RAC_differrence computes species richness difference

$$ S.D. = \frac{S_x - S_y}{S_{total}}$$

$S_x$ and $S_y$ are the levels species richness at 2 replicates

$S_{total}$ is total number of unique species at both replicates.


NOTE:

$\Delta S$ and $S.D$ are proportions bound between -1 and 1.


community_structure() allows you specify 3 eveness measures.
1. inverse of Simpson's D
    - $P_i = \frac{x_i}{\sum x}$
    - $D = \sum_{x_i}^{S}P_i$
    - SimpEven = $\frac{\frac{1}{D}}{S}$ where $x_i$ is the abundance of species i
2. $E_Q$ a measure of the slope of an RAC and converts it to a 0-1 scale. if the slope is relatively flat, evenness is high and if it is steep evenness is low.

$$ E_Q = \frac{-2}{\pi*arctan(b')}$$ where $b'$ is the slope of the line fitted by a linear model of relationship between the relative rank of a species vs. its log abundance.

NOTE: This paper likes $E_Q$ bc it doesn't report an evenness of 1 if only 1 species is present like the first method and has a more normal distribution of values than $E_{var}$ .

3. $E_{var}$ a measure of the variance of abundance values normalized to 1.
    $$E_{var} = 1 - \frac{2}{\pi} a tan(\frac{s-1}{x}var(lnx))$$
    
    where s is the number of species in the sample and var is the sample variance.

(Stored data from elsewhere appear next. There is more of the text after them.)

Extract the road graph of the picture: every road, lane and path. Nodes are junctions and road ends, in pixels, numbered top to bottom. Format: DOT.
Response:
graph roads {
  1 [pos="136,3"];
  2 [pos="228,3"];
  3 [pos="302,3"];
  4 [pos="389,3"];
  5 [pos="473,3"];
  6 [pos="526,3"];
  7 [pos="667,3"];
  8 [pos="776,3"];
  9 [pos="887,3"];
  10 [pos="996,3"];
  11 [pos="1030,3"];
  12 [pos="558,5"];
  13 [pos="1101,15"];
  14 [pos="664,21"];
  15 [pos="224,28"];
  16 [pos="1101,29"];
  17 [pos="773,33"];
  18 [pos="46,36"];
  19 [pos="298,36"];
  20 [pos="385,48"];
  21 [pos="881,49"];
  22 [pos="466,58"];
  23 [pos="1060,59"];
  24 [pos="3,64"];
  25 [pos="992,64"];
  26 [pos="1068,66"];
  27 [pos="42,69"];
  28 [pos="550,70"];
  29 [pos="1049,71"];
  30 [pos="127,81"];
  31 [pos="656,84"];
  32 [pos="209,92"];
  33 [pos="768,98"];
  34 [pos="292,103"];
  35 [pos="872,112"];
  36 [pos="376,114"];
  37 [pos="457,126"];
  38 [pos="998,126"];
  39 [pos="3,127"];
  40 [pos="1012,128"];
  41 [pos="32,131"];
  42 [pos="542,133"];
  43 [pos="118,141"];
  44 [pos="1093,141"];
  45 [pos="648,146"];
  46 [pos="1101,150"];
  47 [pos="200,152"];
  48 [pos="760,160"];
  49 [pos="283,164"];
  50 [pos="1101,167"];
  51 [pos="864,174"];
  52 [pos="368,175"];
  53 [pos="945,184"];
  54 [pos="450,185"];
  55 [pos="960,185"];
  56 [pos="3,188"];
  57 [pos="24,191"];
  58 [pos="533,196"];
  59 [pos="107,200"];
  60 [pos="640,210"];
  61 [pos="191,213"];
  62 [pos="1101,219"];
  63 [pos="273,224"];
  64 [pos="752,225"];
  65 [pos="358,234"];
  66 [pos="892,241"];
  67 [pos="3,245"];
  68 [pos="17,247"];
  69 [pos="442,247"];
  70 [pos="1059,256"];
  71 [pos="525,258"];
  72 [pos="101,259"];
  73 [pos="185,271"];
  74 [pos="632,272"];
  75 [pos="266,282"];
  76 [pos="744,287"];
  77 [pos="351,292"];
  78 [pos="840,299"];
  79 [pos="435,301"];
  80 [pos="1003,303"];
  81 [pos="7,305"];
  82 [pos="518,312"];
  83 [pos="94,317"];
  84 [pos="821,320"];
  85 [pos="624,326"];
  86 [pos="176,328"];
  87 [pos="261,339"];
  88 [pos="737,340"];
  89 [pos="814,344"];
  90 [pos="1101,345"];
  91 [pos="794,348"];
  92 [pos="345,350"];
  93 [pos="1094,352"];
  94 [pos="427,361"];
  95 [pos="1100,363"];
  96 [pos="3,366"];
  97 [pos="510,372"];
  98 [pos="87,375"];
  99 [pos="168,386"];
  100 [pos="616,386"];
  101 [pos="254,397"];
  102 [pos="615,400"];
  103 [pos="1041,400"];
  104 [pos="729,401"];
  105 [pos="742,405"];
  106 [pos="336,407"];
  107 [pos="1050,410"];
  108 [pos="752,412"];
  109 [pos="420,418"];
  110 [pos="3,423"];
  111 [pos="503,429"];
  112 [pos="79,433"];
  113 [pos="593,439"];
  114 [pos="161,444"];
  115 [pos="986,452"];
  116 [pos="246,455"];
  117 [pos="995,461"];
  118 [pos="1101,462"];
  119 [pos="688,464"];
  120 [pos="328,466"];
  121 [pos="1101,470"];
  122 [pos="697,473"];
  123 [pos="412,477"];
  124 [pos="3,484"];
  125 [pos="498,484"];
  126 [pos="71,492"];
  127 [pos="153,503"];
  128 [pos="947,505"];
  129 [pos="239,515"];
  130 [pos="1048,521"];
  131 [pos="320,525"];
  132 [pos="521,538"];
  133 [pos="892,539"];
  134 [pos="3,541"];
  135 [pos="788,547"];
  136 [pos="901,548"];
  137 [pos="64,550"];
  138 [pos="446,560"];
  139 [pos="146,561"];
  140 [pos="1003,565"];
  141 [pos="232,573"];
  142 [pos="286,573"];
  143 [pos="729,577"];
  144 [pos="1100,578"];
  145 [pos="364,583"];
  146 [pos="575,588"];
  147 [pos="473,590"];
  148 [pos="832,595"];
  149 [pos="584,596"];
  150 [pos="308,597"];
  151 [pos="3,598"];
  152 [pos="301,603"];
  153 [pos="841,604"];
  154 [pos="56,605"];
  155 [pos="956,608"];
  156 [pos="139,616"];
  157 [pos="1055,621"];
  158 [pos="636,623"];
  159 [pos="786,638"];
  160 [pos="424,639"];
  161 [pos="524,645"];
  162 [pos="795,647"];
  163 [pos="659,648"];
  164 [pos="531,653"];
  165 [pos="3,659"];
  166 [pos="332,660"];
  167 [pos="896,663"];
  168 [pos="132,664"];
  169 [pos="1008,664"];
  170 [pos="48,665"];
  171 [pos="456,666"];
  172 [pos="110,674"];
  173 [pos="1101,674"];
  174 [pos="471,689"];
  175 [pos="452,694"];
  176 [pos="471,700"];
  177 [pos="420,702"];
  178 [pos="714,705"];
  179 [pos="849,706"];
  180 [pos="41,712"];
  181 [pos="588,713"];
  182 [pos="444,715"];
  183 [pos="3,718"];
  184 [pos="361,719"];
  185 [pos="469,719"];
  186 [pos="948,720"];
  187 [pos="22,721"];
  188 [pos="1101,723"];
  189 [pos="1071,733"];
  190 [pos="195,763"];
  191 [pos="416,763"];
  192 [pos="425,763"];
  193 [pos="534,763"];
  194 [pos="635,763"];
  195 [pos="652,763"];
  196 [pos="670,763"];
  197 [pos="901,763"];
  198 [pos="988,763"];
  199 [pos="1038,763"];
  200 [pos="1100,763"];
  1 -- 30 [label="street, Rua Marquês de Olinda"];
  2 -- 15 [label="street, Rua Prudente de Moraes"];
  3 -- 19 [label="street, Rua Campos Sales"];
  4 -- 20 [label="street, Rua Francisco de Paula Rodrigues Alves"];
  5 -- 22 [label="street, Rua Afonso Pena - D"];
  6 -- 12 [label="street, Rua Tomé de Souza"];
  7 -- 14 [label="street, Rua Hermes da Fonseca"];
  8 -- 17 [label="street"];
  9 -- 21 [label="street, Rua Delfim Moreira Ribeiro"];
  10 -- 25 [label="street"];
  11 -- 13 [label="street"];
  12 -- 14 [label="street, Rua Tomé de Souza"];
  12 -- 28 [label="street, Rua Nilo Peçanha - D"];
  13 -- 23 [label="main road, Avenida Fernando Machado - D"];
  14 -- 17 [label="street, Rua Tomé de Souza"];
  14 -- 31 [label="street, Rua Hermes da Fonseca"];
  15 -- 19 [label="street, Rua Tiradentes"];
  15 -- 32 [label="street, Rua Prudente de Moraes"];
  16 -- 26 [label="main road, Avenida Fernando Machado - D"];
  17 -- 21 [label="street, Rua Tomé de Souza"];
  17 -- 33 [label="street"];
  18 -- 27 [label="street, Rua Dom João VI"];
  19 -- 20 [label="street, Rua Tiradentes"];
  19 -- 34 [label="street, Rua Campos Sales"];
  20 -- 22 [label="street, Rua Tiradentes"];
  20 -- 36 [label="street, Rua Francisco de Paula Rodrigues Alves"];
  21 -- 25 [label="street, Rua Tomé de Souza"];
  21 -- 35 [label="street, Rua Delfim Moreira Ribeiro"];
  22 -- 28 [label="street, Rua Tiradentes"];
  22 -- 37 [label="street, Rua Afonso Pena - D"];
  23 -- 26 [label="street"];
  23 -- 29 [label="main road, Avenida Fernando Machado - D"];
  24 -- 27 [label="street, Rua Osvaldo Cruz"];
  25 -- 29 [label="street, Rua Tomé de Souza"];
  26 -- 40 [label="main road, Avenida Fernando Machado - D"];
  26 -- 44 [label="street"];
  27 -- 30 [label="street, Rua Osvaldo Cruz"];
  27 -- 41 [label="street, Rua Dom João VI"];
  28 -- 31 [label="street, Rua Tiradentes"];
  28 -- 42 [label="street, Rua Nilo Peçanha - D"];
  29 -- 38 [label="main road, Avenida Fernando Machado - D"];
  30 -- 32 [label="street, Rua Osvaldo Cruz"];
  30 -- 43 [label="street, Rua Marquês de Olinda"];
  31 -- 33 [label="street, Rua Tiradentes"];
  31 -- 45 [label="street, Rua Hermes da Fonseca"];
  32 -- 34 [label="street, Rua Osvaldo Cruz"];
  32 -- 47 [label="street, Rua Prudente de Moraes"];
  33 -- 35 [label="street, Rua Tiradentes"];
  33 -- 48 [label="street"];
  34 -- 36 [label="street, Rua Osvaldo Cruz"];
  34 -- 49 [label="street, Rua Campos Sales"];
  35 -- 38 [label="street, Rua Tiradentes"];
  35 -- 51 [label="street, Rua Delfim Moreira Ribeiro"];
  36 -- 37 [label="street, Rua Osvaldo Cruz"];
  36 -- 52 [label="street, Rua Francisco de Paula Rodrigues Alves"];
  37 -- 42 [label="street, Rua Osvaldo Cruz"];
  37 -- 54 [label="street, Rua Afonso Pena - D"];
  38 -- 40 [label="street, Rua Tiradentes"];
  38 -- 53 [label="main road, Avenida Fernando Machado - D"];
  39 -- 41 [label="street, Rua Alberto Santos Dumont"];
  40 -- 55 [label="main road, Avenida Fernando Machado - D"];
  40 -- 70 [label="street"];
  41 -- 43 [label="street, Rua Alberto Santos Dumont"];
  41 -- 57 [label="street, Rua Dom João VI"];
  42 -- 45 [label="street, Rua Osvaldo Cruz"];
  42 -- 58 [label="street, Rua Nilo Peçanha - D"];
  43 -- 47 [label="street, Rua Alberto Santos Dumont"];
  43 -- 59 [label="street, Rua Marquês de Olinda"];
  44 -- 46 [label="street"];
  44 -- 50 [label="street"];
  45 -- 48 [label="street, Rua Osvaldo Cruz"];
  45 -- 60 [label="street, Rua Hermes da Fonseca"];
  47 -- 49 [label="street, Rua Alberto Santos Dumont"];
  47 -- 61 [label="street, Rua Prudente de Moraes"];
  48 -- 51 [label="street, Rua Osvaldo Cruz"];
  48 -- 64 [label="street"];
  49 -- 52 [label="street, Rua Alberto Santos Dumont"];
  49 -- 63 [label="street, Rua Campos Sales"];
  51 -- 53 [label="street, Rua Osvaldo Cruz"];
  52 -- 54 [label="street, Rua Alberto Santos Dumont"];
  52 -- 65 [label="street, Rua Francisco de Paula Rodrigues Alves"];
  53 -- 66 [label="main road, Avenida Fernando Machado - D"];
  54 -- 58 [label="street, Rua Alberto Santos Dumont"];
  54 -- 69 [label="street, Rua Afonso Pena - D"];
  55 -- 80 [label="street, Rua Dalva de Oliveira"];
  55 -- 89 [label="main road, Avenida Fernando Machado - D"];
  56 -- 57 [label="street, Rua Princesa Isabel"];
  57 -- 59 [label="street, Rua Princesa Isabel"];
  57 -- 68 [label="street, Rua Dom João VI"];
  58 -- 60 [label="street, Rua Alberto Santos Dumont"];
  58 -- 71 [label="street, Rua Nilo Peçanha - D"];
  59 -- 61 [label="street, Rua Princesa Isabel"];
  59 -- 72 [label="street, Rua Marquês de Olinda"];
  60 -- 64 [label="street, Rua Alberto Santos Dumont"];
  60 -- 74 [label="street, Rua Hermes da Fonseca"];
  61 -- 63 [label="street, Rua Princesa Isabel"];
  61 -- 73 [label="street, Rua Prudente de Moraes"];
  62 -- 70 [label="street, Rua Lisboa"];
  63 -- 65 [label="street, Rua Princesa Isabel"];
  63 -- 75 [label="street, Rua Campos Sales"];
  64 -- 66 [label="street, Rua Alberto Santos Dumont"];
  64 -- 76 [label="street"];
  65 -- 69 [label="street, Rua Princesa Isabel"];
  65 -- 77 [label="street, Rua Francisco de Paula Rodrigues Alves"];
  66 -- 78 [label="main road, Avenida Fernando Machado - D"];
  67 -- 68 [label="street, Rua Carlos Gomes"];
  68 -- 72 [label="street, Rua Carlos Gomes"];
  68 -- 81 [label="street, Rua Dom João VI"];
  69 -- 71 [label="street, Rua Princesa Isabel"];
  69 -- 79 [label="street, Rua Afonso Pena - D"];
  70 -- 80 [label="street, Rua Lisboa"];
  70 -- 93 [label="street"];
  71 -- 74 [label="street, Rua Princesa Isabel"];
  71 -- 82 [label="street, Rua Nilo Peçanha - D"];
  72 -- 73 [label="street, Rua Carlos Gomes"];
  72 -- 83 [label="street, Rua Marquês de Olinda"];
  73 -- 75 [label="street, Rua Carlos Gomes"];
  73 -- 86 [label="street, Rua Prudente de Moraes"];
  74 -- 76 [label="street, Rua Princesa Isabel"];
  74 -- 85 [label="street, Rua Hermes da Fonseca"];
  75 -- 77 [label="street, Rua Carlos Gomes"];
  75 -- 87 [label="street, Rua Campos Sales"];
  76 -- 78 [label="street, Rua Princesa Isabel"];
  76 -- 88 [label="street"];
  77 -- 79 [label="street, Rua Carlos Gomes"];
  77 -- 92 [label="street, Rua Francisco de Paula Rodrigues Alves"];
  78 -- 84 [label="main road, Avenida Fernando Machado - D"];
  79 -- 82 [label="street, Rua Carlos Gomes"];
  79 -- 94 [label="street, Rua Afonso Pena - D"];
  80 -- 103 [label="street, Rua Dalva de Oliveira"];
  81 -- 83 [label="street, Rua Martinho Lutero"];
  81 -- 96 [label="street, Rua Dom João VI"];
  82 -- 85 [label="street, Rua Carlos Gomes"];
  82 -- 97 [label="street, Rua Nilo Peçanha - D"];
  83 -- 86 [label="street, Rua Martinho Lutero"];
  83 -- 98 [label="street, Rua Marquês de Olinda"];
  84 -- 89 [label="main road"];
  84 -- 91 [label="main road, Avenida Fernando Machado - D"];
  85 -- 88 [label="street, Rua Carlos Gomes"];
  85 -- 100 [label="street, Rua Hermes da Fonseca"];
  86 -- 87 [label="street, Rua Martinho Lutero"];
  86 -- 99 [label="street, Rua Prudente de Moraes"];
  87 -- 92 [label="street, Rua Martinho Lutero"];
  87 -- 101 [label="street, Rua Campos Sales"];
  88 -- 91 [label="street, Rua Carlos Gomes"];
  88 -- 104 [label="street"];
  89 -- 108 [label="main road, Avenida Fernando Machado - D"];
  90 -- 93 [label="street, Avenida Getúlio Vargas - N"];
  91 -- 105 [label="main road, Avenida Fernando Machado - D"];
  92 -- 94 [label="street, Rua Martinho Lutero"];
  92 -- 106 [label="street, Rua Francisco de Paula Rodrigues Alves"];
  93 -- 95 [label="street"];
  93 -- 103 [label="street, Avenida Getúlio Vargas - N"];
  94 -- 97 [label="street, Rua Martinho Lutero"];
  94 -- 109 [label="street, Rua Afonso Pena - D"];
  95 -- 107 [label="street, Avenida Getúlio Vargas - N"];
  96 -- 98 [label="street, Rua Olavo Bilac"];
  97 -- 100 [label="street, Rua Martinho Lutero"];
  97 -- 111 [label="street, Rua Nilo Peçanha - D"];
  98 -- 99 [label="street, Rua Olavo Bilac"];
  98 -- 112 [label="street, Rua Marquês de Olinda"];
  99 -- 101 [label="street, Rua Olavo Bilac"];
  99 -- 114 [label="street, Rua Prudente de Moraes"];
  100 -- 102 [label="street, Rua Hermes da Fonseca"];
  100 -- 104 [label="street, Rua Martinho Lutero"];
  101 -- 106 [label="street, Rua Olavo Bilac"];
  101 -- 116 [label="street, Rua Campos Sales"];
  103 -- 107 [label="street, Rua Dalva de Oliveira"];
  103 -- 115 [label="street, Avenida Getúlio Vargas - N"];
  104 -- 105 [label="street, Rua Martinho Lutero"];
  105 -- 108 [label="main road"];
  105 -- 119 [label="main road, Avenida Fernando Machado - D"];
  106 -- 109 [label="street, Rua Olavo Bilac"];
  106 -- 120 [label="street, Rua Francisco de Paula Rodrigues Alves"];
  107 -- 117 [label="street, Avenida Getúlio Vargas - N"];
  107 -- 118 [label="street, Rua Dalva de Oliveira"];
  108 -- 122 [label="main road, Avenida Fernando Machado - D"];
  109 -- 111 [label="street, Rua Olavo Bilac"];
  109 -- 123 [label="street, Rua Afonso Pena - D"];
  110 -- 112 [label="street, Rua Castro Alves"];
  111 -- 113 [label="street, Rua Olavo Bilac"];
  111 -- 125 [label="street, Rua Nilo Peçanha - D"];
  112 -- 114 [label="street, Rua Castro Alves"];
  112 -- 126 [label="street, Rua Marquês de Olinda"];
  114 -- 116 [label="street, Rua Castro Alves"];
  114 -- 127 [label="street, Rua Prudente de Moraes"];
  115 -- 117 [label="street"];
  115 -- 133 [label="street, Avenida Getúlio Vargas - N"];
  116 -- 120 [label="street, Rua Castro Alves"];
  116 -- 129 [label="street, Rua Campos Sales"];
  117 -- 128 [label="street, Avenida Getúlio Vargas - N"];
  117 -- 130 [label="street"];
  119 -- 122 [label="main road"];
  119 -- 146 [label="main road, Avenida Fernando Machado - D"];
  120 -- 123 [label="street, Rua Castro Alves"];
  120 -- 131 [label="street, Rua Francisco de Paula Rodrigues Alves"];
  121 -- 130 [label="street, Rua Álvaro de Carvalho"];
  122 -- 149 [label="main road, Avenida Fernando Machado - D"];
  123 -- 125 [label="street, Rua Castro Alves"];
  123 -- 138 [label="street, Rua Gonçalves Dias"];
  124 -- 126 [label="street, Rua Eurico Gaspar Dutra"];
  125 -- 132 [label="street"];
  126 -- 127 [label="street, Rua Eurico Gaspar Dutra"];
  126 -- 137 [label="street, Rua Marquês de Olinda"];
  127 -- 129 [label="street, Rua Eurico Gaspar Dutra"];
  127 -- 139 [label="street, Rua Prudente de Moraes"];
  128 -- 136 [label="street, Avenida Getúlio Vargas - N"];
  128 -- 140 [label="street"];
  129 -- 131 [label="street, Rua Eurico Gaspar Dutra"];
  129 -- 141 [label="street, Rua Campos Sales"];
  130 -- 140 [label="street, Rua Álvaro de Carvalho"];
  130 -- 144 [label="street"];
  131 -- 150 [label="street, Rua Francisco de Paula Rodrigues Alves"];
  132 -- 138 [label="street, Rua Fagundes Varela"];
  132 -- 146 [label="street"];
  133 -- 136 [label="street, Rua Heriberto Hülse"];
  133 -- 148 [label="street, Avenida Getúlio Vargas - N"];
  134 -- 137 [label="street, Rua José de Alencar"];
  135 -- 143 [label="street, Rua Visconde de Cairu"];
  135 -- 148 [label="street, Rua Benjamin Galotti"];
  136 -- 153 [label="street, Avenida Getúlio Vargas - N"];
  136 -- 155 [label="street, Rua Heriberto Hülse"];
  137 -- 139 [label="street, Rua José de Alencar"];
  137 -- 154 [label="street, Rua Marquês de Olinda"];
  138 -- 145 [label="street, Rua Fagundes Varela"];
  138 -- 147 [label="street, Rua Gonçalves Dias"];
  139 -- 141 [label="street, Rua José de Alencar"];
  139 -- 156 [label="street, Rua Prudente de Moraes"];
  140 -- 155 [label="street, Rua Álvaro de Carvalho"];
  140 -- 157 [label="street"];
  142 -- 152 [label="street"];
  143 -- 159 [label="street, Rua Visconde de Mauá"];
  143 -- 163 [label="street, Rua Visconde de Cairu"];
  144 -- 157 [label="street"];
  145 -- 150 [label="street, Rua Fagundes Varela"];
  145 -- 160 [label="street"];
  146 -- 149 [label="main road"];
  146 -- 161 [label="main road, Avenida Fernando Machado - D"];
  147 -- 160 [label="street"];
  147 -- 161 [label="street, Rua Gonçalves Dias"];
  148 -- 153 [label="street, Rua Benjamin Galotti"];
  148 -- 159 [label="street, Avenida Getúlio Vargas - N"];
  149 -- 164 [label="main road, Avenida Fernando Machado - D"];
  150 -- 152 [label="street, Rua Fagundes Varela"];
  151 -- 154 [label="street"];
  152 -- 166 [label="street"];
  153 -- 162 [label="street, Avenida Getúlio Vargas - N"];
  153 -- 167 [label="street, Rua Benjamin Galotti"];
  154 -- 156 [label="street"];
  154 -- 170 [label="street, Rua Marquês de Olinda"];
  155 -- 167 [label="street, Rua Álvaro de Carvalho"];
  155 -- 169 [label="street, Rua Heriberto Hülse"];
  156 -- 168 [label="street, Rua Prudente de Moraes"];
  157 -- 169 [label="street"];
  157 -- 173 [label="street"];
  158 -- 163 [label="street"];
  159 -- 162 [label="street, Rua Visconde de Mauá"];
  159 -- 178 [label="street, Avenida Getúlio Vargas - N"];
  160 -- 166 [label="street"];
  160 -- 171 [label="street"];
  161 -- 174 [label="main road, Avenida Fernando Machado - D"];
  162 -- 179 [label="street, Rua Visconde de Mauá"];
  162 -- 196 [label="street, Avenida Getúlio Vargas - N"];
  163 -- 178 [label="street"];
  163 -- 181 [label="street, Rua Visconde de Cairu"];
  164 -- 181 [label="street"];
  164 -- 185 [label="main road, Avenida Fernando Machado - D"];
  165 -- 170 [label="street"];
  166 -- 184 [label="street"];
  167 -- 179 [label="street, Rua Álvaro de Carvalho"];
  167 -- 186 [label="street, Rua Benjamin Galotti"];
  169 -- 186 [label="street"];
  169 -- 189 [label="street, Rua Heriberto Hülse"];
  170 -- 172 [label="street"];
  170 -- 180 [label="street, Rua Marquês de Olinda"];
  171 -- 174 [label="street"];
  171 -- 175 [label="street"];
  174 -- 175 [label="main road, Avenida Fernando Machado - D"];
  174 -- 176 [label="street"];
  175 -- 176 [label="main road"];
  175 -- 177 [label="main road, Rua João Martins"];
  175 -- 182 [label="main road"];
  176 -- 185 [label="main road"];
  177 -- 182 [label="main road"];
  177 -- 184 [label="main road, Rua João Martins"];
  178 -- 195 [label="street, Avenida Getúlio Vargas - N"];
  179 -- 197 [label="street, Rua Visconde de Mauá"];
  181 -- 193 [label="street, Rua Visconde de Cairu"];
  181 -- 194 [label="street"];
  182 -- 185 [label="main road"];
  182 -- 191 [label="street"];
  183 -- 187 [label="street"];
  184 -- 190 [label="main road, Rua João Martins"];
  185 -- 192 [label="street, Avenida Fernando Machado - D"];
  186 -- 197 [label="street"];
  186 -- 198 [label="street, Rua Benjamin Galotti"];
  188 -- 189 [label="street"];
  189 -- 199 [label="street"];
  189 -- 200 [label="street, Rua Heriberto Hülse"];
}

WHAT IS X tho???


In [1]:
# install.packages("codyn")

library("dplyr") #for wrangling dataframes
library("tidyr") #for wrangling dataframes
library("lubridate") # for working with dates
library("codyn") #for RAC functions
library("ggplot2")



Attaching package: ‘dplyr’


The following objects are masked from ‘package:stats’:

    filter, lag


The following objects are masked from ‘package:base’:

    intersect, setdiff, setequal, union



Attaching package: ‘lubridate’


The following objects are masked from ‘package:base’:

    date, intersect, setdiff, union




## $\Delta RAC$ on MVCO data

In [4]:
dfBv = read.csv('/D/MIT-WHOI/data/2021/biovol_concentration_by_class_time_series_CNN_daily.csv') #daily biovol concentration
dfConc = read.csv('/D/MIT-WHOI/data/2021/concentration_by_class_time_series_CNN_daily.csv') #daily biovol concentration

dfBv <- dfBv  %>% select(-c("bead","fiber","camera_spot","detritus","detritus_clear","fiber_TAG_external_detritus" ,"unknown2","square_unknown","mix","bubble","pollen","fecal_pellet"))
dfConc <- dfConc  %>% select(-c("bead","fiber","camera_spot","detritus","detritus_clear","fiber_TAG_external_detritus" ,"unknown2","square_unknown","mix","bubble","pollen","fecal_pellet"))
print(names(dfBv))

## converting to long format
# print(head(dfBv))
dfBv_long <- gather(dfBv,species,conc,Acanthoica_quattrospina:zooplankton,factor_key=TRUE)
dfConc_long <- gather(dfConc,species,conc,Acanthoica_quattrospina:zooplankton,factor_key=TRUE)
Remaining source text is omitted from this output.